A lack of knowledge around tax depreciation schedules is causing many property owners to miss out on potential savings for their investments, according to Propell National Valuers.
The age of the property is one area of confusion that causes many to miss out, according to Propell National Valuers’ Isik Bozdag.
“There are a significant number of property owners and investors across Australia who are forfeiting thousands of dollars in potential tax deductions.
“The Australian Taxation Office stipulates that residential properties built after 18 July 1985 are eligible for depreciation on construction costs,” Mr Bozdag said.
“There is a misconception that only properties built after this date can be assessed for depreciation,” he said.
Investors who own properties from before 1985 can still claim depreciation benefits for major alterations and additions, including plant and equipment capital expenditure.
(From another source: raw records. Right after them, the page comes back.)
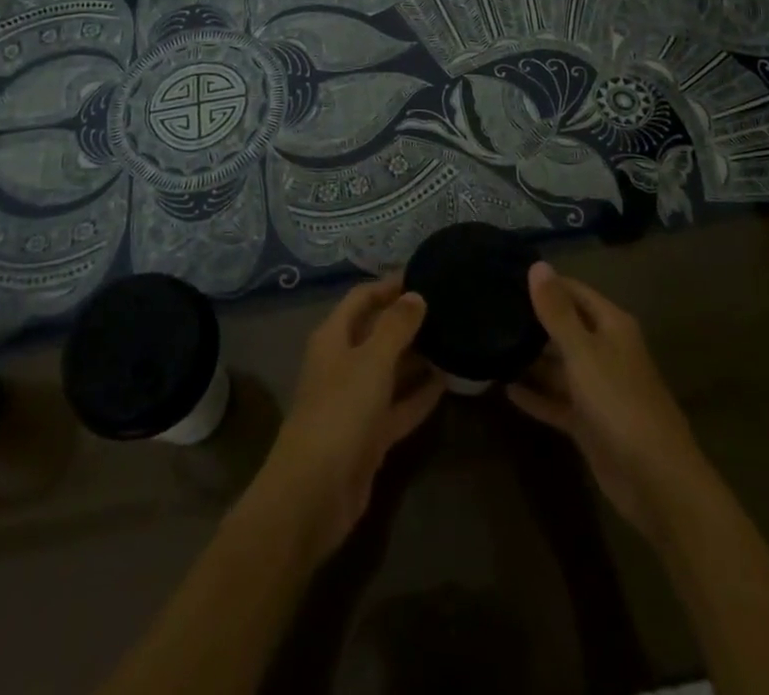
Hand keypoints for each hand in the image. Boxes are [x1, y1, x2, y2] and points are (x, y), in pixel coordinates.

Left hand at [248, 276, 444, 562]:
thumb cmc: (339, 413)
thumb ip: (395, 327)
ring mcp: (355, 401)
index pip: (361, 298)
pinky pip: (398, 406)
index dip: (388, 285)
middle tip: (449, 308)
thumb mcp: (371, 362)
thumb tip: (416, 295)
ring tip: (455, 339)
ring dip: (417, 357)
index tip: (423, 273)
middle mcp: (342, 364)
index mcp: (333, 338)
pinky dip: (419, 395)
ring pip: (390, 370)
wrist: (313, 494)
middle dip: (407, 320)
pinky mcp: (369, 435)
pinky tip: (448, 382)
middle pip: (376, 332)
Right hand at [507, 263, 703, 530]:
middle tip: (489, 310)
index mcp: (612, 327)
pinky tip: (503, 388)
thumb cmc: (620, 403)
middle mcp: (606, 351)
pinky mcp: (589, 422)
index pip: (574, 292)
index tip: (505, 276)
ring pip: (558, 366)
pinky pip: (556, 401)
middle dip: (532, 321)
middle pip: (565, 327)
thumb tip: (538, 265)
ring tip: (489, 345)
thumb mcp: (583, 352)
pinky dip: (535, 395)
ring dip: (530, 359)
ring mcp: (598, 389)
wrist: (657, 482)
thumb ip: (557, 311)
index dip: (544, 283)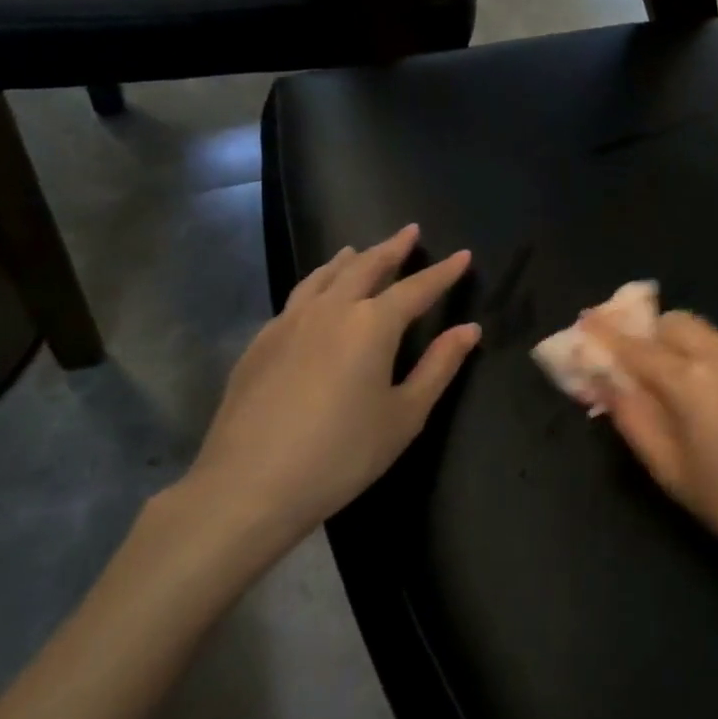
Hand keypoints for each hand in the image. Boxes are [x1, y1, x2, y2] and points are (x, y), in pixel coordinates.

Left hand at [176, 225, 478, 560]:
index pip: (417, 288)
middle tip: (409, 231)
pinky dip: (316, 283)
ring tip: (359, 249)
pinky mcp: (260, 343)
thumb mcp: (405, 415)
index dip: (443, 272)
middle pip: (366, 267)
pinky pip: (297, 297)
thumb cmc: (341, 454)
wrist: (248, 486)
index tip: (463, 255)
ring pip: (324, 276)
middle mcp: (331, 310)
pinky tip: (315, 296)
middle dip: (392, 248)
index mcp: (372, 325)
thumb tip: (469, 329)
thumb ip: (439, 366)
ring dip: (349, 259)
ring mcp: (289, 323)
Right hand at [588, 312, 717, 609]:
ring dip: (696, 355)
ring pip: (716, 338)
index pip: (637, 347)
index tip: (587, 322)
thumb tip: (607, 381)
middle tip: (648, 370)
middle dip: (655, 336)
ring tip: (706, 403)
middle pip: (679, 323)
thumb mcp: (675, 475)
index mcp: (691, 382)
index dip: (607, 335)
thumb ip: (635, 420)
Older properties can also claim depreciation on a number of items, such as decks, extensions, carpets, window treatments, hot water systems, pools, air conditioning and hot water systems.
“A new property in its fifth year of ownership can generally offset income tax from $5,000 to $13,000.
“Improvements or additions to older properties will generate lower depreciation values but these are still worth claiming,” he said.
Propell National Valuers recommends that investors look to property experts that are registered to give tax advice, rather than just a standard accountant.